A simple physical model was used to develop an equation that relates the electrical conductivity of a water-saturated shaly sand to the water conductivity and the cation- exchange capacity per unit pore volume of the rock. This equation fits both the experimental data of Hill and Milburn and data obtained recently on selected shaly sands with a wide range of cation-exchange capacities.
This model was extended to cases where both oil and water are present in the shaly sand. This results in an additional expression, relating the resistivity ratio to water saturation, water conductivity and cation-exchange capacity per unit pore volume. The effect of shale content on the resistivity index- water saturation function is demonstrated by several numerical examples.

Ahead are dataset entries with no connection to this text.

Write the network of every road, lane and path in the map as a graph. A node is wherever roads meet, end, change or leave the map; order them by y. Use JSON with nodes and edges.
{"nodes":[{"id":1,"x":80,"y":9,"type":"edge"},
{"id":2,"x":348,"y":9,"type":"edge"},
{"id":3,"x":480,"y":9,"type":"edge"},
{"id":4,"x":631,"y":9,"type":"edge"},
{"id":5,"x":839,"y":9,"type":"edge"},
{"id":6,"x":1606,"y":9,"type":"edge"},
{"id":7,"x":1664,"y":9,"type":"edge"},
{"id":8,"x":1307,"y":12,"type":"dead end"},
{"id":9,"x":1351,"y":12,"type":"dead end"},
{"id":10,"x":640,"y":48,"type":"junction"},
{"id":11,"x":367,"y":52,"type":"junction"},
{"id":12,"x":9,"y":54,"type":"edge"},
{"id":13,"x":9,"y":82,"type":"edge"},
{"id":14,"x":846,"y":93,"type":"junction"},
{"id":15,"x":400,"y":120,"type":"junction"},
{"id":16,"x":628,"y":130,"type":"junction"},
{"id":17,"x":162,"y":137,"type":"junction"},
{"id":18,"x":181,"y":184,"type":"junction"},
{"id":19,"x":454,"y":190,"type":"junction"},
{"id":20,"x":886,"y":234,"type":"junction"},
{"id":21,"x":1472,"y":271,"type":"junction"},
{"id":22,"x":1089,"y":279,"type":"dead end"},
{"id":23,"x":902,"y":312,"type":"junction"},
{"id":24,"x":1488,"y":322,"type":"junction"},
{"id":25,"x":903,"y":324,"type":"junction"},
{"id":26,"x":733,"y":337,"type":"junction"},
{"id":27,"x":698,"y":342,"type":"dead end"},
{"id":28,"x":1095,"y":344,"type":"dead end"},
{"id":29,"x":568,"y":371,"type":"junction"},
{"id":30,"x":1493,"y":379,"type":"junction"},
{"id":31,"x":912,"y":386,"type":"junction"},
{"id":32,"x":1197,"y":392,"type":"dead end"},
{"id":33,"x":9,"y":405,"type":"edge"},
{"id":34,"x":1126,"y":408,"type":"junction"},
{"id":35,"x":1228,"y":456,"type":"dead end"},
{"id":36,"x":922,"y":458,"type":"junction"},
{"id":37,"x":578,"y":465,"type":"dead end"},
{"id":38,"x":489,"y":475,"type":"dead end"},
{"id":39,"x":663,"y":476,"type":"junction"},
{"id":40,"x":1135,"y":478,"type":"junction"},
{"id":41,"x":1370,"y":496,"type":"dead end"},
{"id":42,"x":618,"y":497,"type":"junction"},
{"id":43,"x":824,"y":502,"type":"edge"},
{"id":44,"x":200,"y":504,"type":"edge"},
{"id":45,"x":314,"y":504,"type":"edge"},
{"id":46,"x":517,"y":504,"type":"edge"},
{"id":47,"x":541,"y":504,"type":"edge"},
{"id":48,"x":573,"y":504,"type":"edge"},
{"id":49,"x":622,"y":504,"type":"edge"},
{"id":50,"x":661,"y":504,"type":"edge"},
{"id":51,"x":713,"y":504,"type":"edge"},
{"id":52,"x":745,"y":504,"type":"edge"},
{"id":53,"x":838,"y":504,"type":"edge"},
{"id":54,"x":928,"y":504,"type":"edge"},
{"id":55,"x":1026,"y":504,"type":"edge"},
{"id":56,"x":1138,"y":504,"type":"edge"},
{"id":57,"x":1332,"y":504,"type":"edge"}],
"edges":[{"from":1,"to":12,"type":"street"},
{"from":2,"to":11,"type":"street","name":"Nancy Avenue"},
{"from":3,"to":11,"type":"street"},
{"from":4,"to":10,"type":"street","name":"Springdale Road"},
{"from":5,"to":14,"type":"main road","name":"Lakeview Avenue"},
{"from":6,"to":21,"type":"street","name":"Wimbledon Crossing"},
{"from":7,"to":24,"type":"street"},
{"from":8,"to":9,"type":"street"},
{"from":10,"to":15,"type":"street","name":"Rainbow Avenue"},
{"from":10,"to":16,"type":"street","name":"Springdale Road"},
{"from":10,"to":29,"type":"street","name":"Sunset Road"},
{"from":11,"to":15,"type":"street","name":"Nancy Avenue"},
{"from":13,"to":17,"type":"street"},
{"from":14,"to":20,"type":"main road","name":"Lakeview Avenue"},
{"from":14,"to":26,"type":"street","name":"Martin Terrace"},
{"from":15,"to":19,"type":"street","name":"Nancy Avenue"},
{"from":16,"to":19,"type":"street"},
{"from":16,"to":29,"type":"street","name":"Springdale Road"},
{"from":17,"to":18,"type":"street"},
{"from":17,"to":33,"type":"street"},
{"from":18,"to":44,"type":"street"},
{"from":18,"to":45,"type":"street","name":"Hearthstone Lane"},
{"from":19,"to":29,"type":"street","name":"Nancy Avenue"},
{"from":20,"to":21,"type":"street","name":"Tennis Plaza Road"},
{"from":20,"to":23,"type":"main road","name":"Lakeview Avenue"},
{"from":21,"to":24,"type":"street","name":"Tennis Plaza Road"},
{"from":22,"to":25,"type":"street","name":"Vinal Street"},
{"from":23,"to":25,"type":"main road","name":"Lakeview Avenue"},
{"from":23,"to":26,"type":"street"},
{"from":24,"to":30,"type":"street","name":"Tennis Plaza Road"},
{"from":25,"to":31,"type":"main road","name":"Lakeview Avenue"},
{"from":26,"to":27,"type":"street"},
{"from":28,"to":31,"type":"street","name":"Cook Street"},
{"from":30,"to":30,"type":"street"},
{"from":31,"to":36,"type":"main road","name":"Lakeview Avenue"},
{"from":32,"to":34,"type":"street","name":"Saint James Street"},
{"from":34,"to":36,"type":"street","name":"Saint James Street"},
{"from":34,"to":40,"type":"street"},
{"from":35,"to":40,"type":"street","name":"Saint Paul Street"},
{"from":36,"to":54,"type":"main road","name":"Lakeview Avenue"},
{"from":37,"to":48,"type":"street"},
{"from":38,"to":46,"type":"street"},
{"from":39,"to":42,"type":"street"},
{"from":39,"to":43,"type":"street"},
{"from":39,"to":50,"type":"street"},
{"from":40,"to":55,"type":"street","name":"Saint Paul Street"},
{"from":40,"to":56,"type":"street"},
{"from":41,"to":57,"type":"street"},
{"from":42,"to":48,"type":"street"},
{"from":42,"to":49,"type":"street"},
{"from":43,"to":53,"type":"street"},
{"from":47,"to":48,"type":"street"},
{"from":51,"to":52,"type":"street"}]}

A principal aim of well logging is to provide quantitative information concerning porosity and oil saturation of the permeable formations penetrated by the borehole.
For clean sands, the relationships between measured physical quantities and porosity or saturation are well known. However, the presence of clay minerals greatly complicates log interpretation, particularly the electrical resistivity and SP logs, and considerably affects evaluation of hydrocarbon-bearing formations. The conductance and electrochemical behavior of shaly sands and their relation to log interpretation have been studied by many workers. Wyllie and Lynch reviewed this work in some detail.
Virtually all laboratory measurements of electrical resistivity and electrochemical potential of shaly sands published to date are the work of Hill and Milburn.